### Supplied entries
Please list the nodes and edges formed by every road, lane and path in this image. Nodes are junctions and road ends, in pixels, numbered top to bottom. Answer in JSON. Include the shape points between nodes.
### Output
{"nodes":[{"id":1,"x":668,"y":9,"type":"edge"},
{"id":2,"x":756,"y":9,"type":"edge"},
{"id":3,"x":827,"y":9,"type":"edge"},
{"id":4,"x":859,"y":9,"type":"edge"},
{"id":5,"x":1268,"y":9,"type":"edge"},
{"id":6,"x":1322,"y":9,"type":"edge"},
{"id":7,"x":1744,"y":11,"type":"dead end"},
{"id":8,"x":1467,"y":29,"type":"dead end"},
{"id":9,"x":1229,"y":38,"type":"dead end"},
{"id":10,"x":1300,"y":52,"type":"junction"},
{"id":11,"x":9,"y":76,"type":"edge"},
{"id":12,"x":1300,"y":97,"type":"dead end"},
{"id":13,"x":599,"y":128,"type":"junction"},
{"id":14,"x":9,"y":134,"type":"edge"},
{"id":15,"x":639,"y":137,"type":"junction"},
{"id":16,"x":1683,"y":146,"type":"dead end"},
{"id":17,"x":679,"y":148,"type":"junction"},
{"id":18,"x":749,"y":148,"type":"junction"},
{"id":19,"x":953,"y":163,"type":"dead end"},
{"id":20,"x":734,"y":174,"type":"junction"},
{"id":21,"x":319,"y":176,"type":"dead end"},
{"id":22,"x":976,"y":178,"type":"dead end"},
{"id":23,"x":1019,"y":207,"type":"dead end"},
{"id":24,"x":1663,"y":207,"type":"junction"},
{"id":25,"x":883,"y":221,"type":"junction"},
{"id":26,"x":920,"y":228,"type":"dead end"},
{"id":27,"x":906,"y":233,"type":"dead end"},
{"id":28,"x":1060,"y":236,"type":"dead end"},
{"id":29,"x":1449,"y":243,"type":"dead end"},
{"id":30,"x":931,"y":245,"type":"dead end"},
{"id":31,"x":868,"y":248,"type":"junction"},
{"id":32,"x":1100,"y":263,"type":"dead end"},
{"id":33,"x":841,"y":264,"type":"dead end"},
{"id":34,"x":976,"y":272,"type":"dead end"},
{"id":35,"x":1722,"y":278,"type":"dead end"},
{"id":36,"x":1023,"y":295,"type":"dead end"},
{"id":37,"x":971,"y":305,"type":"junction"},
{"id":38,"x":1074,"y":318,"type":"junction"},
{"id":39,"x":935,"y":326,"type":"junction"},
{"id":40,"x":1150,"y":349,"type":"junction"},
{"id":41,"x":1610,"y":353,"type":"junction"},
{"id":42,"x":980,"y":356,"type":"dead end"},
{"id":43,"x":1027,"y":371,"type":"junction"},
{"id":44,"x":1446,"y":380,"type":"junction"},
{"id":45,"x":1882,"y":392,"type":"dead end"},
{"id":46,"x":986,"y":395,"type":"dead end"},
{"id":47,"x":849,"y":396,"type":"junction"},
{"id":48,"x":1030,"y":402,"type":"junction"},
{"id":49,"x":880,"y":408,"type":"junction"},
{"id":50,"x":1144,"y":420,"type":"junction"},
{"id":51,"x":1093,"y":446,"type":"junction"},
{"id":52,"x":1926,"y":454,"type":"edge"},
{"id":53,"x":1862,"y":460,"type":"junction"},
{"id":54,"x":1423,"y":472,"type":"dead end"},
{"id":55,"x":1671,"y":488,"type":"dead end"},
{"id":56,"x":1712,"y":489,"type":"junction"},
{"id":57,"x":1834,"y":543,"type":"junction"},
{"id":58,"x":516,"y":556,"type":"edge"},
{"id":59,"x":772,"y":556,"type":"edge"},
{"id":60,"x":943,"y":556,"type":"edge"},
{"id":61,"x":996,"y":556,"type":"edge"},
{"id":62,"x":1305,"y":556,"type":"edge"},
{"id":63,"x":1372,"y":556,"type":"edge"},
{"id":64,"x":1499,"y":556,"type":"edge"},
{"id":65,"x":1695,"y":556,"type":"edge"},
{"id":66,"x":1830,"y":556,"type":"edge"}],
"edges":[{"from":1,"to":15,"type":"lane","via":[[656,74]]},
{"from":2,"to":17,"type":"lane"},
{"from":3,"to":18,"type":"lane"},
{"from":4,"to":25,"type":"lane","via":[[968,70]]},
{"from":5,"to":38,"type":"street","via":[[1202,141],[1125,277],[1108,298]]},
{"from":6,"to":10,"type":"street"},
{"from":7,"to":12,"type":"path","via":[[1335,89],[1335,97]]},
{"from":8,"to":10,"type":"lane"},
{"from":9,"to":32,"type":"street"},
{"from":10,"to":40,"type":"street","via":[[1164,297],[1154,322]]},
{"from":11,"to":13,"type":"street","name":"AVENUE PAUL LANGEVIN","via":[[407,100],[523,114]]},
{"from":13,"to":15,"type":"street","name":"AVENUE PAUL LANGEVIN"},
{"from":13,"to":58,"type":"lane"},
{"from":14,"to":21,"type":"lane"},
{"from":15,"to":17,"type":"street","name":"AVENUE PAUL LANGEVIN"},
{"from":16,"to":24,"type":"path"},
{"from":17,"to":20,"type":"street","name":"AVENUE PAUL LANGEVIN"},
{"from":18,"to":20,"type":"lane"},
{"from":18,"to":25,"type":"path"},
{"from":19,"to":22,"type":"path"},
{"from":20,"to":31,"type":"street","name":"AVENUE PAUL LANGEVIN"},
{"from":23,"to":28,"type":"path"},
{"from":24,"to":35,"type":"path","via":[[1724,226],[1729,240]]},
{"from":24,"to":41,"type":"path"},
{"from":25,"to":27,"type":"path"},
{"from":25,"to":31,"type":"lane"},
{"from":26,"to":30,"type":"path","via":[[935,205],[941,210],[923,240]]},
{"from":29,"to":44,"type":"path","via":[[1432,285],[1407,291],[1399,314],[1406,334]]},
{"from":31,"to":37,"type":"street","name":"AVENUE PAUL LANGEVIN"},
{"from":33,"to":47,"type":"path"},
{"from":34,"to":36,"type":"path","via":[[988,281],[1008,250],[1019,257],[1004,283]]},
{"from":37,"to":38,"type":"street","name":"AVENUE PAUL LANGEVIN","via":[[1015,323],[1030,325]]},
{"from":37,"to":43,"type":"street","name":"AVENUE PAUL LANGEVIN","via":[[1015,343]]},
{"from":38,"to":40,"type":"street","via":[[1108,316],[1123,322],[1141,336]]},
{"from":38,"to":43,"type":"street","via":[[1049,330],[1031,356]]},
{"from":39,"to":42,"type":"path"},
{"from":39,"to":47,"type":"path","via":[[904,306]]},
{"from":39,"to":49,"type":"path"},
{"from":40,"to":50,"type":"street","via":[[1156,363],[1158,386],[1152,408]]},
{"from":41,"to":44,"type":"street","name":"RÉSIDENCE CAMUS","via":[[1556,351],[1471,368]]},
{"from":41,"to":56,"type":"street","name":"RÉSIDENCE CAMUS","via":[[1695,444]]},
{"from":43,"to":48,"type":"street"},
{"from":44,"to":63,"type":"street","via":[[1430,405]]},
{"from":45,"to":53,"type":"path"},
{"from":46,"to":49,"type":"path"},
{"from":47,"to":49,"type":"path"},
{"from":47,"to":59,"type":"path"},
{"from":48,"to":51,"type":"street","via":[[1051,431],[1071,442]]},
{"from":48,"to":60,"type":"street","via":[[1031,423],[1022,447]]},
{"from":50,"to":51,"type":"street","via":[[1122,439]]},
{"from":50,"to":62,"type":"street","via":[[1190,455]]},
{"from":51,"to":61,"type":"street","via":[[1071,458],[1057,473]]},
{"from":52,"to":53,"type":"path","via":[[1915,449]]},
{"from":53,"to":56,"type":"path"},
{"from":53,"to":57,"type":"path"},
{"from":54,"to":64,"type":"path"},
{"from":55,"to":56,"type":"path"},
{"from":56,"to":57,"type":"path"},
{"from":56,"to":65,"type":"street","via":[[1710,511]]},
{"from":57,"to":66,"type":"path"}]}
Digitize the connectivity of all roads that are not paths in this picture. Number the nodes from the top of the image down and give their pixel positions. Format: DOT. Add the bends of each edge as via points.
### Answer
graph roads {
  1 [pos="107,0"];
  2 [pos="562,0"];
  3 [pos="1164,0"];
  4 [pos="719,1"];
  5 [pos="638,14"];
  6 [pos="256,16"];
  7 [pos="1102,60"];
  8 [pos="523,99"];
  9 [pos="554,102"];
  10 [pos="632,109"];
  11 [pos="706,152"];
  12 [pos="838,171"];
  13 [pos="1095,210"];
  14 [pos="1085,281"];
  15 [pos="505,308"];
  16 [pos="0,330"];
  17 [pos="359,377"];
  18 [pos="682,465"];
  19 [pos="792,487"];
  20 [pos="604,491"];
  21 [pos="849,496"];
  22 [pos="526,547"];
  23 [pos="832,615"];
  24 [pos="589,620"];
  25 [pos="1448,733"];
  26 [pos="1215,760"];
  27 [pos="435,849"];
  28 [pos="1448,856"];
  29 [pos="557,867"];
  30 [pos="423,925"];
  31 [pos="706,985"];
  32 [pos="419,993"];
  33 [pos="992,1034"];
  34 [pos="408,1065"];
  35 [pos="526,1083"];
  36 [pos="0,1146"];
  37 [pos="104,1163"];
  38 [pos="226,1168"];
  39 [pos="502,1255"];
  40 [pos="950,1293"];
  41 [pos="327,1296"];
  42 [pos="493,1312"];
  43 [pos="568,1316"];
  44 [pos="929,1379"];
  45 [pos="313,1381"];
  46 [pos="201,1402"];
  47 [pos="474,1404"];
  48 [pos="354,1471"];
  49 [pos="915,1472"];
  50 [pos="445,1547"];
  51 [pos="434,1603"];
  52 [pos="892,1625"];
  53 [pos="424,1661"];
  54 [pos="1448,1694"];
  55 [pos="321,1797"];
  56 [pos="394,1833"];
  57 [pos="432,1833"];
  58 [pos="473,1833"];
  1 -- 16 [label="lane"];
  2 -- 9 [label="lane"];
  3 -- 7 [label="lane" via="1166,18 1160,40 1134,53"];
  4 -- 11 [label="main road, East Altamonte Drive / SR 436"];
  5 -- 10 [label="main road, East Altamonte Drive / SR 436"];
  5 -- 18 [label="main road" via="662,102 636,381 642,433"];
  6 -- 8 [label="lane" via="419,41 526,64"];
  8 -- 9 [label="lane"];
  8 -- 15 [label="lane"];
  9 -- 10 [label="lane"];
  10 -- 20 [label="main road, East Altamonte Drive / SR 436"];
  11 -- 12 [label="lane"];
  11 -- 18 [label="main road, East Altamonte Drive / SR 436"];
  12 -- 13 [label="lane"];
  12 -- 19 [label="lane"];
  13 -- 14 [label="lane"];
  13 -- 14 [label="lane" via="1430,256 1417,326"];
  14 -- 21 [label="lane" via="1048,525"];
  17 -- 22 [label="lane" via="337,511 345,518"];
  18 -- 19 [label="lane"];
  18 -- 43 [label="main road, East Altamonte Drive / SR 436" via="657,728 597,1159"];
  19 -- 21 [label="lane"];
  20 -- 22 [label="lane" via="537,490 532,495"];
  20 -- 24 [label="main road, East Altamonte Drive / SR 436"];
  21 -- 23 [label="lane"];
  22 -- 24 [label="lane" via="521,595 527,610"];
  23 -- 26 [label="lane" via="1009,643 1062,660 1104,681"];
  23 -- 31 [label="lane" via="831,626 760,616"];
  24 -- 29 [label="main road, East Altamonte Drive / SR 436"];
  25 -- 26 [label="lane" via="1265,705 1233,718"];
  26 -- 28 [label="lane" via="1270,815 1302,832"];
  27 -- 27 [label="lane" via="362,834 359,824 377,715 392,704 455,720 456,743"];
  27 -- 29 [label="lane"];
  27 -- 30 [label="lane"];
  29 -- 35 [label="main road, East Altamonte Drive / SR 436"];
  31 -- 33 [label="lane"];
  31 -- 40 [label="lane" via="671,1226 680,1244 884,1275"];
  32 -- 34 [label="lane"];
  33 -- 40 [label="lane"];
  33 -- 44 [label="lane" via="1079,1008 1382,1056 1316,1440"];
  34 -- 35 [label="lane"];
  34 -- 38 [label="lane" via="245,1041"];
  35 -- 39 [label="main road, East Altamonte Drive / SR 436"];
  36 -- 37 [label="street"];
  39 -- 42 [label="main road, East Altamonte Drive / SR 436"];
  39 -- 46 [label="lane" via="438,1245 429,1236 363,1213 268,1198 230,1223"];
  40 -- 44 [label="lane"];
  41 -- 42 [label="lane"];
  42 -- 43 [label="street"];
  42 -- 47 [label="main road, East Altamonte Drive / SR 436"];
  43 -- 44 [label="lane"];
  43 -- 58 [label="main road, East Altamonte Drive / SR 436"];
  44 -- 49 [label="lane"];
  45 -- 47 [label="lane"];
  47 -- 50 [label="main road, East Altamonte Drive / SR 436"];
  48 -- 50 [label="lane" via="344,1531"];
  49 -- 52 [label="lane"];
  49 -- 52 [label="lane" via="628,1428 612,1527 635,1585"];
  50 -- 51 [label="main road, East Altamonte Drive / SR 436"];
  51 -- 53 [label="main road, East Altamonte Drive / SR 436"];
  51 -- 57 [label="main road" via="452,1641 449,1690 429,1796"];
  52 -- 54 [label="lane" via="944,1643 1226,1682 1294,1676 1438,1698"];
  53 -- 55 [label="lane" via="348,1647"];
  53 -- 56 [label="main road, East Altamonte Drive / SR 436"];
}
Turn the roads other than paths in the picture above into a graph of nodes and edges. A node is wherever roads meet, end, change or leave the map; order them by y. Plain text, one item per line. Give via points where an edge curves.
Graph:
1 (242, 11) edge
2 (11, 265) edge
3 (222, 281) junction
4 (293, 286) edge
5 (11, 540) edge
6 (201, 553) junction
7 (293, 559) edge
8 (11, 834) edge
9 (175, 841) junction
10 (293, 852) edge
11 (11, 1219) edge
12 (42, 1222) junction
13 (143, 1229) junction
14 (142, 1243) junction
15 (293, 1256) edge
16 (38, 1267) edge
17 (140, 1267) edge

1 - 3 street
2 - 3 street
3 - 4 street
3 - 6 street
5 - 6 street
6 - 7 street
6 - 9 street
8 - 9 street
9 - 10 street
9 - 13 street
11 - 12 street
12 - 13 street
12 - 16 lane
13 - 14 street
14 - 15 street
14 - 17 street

### What needs to be done
Note which lines carry the word "name" in the material, then copy each of them.

### Answer for the task
{"from":11,"to":13,"type":"street","name":"AVENUE PAUL LANGEVIN","via":[[407,100],[523,114]]},
{"from":13,"to":15,"type":"street","name":"AVENUE PAUL LANGEVIN"},
{"from":15,"to":17,"type":"street","name":"AVENUE PAUL LANGEVIN"},
{"from":17,"to":20,"type":"street","name":"AVENUE PAUL LANGEVIN"},
{"from":20,"to":31,"type":"street","name":"AVENUE PAUL LANGEVIN"},
{"from":31,"to":37,"type":"street","name":"AVENUE PAUL LANGEVIN"},
{"from":37,"to":38,"type":"street","name":"AVENUE PAUL LANGEVIN","via":[[1015,323],[1030,325]]},
{"from":37,"to":43,"type":"street","name":"AVENUE PAUL LANGEVIN","via":[[1015,343]]},
{"from":41,"to":44,"type":"street","name":"RÉSIDENCE CAMUS","via":[[1556,351],[1471,368]]},
{"from":41,"to":56,"type":"street","name":"RÉSIDENCE CAMUS","via":[[1695,444]]},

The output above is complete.